> PROBLEM REQUIREMENTS: From the data below, give the number of lines holding the word "bridge", with nothing else added.

> RECORDS:
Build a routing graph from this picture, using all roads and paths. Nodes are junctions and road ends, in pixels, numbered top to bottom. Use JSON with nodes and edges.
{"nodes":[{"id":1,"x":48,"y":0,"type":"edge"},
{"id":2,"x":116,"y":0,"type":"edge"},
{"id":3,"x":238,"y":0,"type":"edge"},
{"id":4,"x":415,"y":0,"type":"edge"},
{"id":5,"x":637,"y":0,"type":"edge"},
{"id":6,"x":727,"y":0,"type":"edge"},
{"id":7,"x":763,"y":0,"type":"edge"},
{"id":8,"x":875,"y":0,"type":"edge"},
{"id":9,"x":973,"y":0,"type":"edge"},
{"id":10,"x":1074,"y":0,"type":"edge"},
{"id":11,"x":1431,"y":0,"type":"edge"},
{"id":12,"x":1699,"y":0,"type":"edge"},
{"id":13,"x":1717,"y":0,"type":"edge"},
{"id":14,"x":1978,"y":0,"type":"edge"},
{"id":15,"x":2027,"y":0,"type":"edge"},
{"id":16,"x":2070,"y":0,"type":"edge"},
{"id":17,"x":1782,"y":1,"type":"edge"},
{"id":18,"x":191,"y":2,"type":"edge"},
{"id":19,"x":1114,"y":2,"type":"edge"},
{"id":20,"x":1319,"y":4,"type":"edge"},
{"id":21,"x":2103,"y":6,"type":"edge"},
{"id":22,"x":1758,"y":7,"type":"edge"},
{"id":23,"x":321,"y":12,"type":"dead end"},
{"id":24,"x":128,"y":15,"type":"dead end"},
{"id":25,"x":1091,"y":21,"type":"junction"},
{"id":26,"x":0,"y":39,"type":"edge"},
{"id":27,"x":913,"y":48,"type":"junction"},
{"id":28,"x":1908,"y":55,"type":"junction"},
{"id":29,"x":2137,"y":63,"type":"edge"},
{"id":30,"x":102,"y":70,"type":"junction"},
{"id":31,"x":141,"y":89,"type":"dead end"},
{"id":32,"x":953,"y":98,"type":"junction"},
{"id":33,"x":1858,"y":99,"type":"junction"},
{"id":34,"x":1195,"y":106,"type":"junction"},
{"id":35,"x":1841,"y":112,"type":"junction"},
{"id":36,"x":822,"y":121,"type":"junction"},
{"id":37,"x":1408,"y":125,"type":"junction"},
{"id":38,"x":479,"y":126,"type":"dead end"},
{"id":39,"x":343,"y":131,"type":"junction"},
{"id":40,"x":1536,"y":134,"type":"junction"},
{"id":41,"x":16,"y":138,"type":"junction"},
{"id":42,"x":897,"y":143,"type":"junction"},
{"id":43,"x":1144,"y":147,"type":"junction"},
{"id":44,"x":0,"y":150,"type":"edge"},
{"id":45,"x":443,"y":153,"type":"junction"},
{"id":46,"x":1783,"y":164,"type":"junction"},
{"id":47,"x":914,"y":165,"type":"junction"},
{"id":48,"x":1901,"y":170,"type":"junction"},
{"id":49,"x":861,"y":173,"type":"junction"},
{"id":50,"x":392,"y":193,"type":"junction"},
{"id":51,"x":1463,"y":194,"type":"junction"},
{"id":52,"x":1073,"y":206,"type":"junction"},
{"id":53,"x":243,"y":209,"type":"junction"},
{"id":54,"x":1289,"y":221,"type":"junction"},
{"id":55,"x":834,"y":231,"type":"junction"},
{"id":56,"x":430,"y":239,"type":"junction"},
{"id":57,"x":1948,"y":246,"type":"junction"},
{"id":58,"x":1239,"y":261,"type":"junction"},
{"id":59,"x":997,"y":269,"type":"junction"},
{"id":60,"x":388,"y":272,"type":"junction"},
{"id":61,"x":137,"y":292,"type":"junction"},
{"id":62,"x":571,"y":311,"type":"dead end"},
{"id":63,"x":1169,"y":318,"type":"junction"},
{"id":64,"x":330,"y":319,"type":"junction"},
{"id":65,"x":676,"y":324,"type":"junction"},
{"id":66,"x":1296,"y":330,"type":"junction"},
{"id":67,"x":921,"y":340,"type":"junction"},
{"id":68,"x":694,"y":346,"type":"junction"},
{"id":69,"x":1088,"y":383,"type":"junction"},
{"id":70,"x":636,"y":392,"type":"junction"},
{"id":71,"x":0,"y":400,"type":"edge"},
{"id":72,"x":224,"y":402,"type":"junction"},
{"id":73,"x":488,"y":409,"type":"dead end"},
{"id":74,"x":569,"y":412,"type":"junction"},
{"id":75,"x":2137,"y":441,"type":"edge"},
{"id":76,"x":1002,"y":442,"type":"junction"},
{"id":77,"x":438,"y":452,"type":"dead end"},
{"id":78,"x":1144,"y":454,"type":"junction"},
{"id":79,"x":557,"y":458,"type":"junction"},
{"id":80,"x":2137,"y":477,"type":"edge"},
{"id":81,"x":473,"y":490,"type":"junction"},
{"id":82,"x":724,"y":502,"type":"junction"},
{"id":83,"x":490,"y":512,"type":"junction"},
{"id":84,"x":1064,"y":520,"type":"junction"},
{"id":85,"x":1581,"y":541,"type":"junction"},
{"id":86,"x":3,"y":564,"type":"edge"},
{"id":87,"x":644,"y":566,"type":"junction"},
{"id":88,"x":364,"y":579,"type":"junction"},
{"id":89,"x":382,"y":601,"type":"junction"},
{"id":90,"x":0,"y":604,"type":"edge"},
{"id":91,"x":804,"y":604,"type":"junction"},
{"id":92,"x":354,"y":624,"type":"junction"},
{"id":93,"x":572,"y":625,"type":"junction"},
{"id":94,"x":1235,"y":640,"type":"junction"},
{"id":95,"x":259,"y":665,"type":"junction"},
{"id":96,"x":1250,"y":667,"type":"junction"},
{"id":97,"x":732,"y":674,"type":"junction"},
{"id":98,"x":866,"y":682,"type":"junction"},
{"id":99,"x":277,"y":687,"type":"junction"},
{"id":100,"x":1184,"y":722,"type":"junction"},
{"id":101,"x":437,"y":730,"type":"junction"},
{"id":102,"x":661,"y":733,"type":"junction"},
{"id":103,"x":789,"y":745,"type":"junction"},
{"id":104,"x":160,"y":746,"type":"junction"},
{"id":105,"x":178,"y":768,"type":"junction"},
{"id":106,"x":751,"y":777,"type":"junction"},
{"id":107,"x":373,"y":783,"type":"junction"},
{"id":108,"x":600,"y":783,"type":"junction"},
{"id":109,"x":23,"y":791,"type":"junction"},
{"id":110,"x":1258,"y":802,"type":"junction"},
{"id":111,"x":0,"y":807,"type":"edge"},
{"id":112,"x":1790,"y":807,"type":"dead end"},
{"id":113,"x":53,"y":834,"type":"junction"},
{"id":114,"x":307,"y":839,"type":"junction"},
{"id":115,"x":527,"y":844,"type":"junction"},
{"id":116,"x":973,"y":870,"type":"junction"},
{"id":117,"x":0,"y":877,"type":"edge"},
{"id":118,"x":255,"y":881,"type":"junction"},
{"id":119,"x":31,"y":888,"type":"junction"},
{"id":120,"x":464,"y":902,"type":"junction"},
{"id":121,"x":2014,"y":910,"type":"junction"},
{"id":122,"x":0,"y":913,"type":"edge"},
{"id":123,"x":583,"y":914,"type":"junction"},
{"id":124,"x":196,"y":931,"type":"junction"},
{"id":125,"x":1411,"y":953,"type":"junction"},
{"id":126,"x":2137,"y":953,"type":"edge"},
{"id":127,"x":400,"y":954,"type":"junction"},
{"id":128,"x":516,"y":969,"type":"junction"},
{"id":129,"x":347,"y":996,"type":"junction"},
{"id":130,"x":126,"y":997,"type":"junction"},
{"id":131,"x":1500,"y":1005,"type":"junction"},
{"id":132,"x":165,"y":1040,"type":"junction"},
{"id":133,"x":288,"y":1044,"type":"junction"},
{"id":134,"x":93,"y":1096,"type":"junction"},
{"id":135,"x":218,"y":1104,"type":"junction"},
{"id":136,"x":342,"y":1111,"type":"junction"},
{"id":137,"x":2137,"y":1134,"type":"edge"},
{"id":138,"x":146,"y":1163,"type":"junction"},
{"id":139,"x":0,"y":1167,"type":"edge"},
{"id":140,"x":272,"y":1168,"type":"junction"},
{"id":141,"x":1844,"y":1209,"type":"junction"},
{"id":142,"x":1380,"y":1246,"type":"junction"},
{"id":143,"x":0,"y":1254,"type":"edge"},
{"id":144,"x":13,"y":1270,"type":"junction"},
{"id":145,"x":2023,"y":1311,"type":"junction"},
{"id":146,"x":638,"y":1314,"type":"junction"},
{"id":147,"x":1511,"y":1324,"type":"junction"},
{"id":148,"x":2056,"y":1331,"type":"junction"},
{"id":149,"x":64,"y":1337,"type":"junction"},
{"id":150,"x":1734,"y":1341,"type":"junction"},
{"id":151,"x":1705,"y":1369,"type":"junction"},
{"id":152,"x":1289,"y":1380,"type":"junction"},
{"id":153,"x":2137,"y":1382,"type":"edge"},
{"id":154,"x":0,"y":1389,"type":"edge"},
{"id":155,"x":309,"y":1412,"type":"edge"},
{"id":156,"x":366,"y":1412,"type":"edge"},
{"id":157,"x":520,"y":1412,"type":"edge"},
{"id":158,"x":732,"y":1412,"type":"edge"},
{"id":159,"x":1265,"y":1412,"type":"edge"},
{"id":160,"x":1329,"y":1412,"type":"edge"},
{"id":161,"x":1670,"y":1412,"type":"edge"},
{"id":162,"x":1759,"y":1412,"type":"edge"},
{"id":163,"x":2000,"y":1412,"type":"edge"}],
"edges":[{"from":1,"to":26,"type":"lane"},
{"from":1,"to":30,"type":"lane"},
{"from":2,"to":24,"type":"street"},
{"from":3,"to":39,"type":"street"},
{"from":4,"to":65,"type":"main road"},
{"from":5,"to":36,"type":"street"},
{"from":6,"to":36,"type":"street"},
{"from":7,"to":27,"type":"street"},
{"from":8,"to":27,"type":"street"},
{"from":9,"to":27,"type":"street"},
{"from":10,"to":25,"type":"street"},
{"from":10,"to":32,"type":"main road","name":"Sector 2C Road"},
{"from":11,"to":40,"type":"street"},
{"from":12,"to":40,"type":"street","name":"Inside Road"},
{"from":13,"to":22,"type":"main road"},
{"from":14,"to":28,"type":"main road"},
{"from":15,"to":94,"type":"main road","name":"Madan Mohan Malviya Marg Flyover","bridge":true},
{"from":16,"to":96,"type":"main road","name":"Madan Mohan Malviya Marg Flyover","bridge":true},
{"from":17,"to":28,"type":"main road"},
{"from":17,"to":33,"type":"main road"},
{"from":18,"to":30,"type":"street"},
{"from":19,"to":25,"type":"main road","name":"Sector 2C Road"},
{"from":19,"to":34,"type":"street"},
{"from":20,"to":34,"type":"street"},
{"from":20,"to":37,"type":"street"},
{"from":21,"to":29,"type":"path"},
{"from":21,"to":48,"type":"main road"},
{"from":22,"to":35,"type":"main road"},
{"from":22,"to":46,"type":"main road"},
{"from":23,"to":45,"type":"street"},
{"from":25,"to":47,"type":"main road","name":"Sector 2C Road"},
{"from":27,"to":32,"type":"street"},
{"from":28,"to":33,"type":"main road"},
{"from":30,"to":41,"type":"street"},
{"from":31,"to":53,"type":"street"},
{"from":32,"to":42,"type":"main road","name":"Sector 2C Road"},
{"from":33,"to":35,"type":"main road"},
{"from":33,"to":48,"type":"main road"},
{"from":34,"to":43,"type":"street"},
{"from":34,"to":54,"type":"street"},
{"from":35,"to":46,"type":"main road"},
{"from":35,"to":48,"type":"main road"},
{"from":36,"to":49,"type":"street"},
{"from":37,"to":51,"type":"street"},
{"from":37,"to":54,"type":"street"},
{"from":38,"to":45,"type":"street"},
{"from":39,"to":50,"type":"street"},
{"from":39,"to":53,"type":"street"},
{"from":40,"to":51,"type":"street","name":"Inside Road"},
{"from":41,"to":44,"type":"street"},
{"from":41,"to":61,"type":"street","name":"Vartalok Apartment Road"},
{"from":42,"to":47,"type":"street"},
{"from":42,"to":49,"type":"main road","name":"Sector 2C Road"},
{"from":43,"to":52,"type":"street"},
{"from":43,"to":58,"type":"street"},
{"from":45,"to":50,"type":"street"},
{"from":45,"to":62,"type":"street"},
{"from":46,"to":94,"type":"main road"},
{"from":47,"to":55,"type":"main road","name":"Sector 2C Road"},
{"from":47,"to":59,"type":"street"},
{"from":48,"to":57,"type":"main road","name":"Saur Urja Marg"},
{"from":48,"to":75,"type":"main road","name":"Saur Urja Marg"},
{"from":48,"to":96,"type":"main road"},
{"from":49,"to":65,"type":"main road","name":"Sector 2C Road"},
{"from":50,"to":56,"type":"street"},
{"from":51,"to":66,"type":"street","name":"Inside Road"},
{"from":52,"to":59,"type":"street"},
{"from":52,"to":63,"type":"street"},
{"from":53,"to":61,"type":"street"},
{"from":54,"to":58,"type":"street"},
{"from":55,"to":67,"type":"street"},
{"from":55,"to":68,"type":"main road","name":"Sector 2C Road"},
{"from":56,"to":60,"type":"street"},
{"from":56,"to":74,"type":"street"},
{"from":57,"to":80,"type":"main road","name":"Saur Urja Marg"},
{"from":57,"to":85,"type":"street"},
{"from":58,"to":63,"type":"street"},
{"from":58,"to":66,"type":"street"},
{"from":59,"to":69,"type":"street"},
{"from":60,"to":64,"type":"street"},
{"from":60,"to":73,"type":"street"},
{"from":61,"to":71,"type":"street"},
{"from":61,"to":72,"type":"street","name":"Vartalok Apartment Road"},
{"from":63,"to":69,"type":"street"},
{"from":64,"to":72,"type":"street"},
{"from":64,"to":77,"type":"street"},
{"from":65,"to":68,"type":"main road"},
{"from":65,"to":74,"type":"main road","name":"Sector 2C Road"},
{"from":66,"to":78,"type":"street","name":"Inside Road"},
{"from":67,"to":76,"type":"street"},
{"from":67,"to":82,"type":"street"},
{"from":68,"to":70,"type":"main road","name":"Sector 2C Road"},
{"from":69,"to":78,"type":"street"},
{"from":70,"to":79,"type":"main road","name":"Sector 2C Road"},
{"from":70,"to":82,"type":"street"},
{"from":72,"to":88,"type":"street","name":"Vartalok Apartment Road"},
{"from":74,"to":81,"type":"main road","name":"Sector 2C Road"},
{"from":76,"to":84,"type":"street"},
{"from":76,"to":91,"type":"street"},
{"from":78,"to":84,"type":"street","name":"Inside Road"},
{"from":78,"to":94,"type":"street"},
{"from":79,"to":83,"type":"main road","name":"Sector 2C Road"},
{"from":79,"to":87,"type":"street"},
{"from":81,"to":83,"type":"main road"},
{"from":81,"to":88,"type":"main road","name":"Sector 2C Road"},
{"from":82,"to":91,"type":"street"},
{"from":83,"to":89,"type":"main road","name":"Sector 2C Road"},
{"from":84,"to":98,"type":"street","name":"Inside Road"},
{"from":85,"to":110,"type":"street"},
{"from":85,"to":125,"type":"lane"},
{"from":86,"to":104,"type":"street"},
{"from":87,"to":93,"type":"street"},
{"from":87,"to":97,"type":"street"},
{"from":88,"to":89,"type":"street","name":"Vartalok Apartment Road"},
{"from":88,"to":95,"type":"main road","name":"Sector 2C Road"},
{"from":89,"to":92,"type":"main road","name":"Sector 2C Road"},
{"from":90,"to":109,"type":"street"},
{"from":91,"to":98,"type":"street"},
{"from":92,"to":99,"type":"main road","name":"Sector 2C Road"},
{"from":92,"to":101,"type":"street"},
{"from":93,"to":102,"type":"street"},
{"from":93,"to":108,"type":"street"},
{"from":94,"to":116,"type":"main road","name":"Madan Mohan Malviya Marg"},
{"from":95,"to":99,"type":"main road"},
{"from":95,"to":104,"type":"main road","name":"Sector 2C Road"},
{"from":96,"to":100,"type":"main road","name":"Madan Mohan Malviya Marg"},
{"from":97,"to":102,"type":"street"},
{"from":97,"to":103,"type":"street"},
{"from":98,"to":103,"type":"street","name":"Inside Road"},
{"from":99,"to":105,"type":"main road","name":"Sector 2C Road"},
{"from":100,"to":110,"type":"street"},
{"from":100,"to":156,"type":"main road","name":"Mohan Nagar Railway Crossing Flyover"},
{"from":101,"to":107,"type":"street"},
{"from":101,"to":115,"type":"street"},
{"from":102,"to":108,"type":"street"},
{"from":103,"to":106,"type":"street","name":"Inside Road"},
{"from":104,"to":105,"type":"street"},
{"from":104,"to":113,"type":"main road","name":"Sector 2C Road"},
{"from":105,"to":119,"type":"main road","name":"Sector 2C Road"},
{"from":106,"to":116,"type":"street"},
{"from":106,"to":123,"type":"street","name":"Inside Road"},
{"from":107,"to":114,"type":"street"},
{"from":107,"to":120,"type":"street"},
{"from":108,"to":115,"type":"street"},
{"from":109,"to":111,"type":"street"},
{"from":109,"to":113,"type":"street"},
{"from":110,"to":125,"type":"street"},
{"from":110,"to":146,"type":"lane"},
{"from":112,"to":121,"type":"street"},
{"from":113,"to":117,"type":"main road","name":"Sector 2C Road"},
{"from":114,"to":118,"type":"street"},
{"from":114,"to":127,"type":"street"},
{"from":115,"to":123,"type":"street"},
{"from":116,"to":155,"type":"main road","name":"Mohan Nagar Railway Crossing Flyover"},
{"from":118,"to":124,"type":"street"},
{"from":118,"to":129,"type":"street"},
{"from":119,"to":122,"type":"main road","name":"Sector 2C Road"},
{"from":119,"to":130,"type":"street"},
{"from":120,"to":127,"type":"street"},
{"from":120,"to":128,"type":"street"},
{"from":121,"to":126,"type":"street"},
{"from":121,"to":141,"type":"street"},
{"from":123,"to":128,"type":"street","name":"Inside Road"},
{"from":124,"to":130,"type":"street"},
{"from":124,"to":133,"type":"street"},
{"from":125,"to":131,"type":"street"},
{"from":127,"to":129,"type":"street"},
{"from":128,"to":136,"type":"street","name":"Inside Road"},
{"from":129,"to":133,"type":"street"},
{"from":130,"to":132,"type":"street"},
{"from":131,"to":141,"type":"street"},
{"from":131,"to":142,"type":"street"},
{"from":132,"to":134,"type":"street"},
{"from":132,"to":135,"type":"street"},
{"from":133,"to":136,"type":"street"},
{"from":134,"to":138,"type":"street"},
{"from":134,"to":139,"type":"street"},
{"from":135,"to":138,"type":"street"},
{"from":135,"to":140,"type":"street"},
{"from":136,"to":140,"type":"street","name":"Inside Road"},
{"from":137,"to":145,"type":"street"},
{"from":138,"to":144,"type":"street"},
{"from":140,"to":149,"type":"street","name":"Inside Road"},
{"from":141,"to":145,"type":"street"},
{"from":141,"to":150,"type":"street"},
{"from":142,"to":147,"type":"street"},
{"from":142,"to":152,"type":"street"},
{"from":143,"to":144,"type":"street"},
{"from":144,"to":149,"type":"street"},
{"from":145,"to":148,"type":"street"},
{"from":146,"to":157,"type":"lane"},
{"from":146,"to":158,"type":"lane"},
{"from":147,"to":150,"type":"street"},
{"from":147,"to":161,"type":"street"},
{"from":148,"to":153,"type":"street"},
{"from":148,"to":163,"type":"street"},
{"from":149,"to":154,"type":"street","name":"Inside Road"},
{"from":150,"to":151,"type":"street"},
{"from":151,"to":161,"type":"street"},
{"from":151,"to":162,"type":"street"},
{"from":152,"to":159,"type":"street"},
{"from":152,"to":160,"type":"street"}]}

> PROBLEM SOLUTION: 2